**Material supplied**
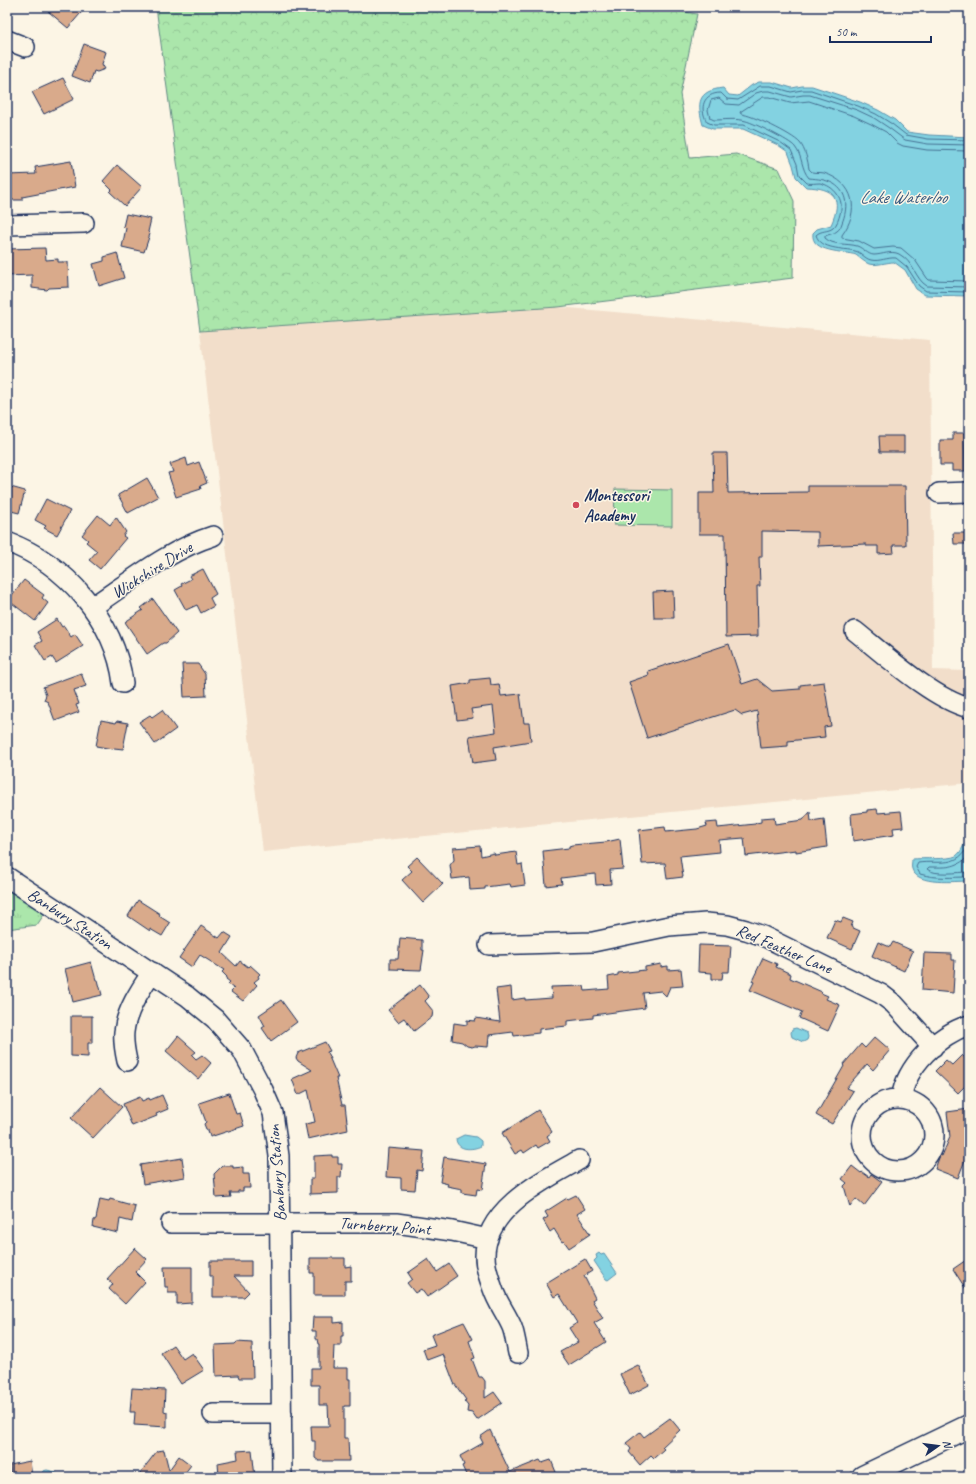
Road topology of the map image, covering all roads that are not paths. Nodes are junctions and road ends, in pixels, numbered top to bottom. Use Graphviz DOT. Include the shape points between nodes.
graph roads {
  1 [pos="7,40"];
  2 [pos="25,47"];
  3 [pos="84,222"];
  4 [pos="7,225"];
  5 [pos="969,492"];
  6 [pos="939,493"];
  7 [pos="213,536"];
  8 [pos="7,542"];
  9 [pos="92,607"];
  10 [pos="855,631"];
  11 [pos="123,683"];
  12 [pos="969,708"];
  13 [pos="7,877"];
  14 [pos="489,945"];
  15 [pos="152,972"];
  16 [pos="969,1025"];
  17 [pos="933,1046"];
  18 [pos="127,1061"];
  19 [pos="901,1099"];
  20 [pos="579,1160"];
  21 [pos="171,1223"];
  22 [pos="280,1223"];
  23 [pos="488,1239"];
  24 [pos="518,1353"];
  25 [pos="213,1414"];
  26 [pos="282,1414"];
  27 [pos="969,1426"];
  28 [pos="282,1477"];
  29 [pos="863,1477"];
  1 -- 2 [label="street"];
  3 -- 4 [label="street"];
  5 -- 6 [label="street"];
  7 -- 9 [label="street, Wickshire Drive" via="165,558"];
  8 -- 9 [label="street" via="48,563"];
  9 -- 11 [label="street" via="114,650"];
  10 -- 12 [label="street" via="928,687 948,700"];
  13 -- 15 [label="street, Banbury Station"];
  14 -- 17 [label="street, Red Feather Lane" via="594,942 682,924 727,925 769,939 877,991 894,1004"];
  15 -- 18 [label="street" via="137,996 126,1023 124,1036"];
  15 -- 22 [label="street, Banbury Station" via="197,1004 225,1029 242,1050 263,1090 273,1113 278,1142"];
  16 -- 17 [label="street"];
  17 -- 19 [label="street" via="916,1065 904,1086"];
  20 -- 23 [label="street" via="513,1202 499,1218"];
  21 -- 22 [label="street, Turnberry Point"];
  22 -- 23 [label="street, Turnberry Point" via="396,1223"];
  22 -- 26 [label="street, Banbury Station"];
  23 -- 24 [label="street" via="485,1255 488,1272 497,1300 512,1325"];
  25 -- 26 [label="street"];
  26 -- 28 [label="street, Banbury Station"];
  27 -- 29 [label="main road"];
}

**Exercise goal**
Could the entries above be restated word for word, with the pictures left out?

**Solution**
Road topology of the map image, covering all roads that are not paths. Nodes are junctions and road ends, in pixels, numbered top to bottom. Use Graphviz DOT. Include the shape points between nodes.
graph roads {
  1 [pos="7,40"];
  2 [pos="25,47"];
  3 [pos="84,222"];
  4 [pos="7,225"];
  5 [pos="969,492"];
  6 [pos="939,493"];
  7 [pos="213,536"];
  8 [pos="7,542"];
  9 [pos="92,607"];
  10 [pos="855,631"];
  11 [pos="123,683"];
  12 [pos="969,708"];
  13 [pos="7,877"];
  14 [pos="489,945"];
  15 [pos="152,972"];
  16 [pos="969,1025"];
  17 [pos="933,1046"];
  18 [pos="127,1061"];
  19 [pos="901,1099"];
  20 [pos="579,1160"];
  21 [pos="171,1223"];
  22 [pos="280,1223"];
  23 [pos="488,1239"];
  24 [pos="518,1353"];
  25 [pos="213,1414"];
  26 [pos="282,1414"];
  27 [pos="969,1426"];
  28 [pos="282,1477"];
  29 [pos="863,1477"];
  1 -- 2 [label="street"];
  3 -- 4 [label="street"];
  5 -- 6 [label="street"];
  7 -- 9 [label="street, Wickshire Drive" via="165,558"];
  8 -- 9 [label="street" via="48,563"];
  9 -- 11 [label="street" via="114,650"];
  10 -- 12 [label="street" via="928,687 948,700"];
  13 -- 15 [label="street, Banbury Station"];
  14 -- 17 [label="street, Red Feather Lane" via="594,942 682,924 727,925 769,939 877,991 894,1004"];
  15 -- 18 [label="street" via="137,996 126,1023 124,1036"];
  15 -- 22 [label="street, Banbury Station" via="197,1004 225,1029 242,1050 263,1090 273,1113 278,1142"];
  16 -- 17 [label="street"];
  17 -- 19 [label="street" via="916,1065 904,1086"];
  20 -- 23 [label="street" via="513,1202 499,1218"];
  21 -- 22 [label="street, Turnberry Point"];
  22 -- 23 [label="street, Turnberry Point" via="396,1223"];
  22 -- 26 [label="street, Banbury Station"];
  23 -- 24 [label="street" via="485,1255 488,1272 497,1300 512,1325"];
  25 -- 26 [label="street"];
  26 -- 28 [label="street, Banbury Station"];
  27 -- 29 [label="main road"];
}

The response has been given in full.